(Given data)

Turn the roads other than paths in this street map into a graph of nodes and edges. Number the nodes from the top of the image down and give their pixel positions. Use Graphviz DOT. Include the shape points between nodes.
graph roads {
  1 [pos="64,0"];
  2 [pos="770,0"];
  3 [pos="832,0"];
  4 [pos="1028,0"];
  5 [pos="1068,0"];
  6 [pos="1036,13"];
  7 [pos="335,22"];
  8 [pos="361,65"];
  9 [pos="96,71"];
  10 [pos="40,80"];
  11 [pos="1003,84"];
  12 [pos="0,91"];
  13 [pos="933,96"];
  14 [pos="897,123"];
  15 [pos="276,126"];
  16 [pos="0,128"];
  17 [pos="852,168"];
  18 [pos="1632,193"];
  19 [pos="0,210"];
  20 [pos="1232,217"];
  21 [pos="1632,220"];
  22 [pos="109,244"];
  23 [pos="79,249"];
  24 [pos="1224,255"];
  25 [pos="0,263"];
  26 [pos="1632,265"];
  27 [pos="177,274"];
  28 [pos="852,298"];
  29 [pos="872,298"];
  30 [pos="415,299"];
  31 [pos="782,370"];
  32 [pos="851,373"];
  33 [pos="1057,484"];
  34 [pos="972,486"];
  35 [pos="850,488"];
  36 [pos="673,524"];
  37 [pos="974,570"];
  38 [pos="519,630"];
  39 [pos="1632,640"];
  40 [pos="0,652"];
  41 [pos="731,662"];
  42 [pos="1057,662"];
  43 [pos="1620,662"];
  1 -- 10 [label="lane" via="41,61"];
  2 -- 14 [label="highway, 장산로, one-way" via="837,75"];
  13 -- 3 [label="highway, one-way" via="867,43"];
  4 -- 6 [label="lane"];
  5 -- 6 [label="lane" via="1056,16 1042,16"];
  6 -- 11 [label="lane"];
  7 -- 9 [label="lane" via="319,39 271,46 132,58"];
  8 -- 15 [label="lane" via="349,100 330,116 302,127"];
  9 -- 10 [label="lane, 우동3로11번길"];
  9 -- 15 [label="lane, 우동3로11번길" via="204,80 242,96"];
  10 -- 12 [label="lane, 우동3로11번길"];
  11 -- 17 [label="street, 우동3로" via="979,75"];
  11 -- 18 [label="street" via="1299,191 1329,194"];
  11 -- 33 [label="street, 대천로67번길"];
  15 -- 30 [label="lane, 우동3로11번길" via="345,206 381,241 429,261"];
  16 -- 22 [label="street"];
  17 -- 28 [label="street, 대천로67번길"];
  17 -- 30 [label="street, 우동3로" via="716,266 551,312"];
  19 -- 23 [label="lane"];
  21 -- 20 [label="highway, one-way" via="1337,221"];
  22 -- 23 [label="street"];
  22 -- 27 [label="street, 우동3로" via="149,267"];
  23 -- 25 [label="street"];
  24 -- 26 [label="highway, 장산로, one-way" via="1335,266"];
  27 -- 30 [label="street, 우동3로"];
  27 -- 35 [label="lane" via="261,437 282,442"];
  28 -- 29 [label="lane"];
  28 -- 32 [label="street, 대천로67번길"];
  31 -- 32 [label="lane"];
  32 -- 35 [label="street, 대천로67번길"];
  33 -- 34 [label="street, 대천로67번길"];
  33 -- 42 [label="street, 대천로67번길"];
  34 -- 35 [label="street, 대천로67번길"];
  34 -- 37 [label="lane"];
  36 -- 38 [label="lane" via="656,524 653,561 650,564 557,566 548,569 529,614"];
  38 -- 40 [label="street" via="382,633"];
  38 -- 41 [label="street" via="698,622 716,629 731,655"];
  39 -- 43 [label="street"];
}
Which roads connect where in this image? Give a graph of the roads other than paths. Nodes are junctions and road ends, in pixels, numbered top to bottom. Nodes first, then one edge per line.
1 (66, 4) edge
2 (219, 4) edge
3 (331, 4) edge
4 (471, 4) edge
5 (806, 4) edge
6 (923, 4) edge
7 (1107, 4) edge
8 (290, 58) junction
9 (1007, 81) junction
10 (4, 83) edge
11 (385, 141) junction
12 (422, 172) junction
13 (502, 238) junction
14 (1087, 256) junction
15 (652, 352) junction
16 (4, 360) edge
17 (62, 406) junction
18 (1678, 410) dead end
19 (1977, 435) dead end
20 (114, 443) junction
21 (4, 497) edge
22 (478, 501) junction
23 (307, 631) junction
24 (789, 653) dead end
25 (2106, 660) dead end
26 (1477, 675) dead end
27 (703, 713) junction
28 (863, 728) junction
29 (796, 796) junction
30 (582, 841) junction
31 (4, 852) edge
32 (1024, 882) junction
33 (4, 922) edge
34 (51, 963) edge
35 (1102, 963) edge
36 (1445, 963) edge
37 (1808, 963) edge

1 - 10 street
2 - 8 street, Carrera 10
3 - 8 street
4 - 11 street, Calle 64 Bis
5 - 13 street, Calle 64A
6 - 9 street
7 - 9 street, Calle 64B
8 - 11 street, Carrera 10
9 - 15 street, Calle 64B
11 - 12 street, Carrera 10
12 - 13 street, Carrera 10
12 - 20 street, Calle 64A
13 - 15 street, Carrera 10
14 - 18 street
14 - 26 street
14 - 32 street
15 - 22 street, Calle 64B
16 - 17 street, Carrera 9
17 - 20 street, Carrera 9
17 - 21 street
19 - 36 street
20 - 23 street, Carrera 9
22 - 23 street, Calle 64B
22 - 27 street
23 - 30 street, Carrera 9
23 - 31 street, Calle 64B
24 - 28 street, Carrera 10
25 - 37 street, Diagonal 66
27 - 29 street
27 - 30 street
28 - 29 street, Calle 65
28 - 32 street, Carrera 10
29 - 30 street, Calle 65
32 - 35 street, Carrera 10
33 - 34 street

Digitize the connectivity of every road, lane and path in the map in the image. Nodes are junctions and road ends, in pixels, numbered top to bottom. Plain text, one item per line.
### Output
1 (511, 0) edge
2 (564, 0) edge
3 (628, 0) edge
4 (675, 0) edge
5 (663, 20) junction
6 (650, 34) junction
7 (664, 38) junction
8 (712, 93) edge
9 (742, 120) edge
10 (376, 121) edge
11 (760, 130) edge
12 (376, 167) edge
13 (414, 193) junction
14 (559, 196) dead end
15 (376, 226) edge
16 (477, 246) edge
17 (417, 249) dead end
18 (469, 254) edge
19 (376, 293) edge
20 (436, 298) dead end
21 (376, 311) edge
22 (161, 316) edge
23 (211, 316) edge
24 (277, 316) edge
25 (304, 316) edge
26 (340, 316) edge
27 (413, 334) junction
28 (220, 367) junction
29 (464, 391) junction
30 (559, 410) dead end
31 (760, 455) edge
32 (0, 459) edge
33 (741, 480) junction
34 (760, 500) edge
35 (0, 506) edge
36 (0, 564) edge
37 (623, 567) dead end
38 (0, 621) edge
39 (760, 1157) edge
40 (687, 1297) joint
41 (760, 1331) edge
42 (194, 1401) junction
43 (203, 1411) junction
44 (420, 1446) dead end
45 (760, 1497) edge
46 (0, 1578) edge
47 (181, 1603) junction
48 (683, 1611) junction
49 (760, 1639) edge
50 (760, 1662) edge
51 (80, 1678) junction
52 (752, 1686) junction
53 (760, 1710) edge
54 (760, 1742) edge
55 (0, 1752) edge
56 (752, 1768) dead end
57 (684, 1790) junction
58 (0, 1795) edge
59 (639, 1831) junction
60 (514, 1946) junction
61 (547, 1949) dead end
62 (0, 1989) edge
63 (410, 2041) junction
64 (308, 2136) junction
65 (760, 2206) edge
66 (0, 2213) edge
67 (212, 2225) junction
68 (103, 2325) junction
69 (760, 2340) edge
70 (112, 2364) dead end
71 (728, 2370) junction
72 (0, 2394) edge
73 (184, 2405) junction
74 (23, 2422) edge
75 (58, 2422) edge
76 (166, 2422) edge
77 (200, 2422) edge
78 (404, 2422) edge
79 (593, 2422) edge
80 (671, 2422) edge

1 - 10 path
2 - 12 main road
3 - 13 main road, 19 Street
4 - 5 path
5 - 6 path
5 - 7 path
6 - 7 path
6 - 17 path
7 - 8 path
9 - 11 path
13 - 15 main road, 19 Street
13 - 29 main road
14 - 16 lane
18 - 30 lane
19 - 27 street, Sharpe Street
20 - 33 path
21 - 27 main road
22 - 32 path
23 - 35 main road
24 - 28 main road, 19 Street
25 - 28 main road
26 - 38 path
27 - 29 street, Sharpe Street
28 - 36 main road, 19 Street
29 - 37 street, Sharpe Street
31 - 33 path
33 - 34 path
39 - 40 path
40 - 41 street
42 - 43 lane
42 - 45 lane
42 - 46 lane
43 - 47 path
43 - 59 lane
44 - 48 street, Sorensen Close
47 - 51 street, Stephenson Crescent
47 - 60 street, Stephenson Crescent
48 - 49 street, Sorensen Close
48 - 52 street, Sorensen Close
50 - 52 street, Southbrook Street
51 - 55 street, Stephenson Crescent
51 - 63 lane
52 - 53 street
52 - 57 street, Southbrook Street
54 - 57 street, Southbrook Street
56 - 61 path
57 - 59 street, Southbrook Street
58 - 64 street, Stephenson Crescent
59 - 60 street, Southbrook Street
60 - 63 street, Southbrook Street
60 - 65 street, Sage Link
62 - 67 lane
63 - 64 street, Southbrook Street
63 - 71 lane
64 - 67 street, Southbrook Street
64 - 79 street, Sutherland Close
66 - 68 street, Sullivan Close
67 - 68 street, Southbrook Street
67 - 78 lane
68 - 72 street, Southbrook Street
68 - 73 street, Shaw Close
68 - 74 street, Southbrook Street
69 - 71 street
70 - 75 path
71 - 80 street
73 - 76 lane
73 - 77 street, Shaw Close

(End Given data)

Using the entries above, return each line that includes the word "paths".

Turn the roads other than paths in this street map into a graph of nodes and edges. Number the nodes from the top of the image down and give their pixel positions. Use Graphviz DOT. Include the shape points between nodes.
Which roads connect where in this image? Give a graph of the roads other than paths. Nodes are junctions and road ends, in pixels, numbered top to bottom. Nodes first, then one edge per line.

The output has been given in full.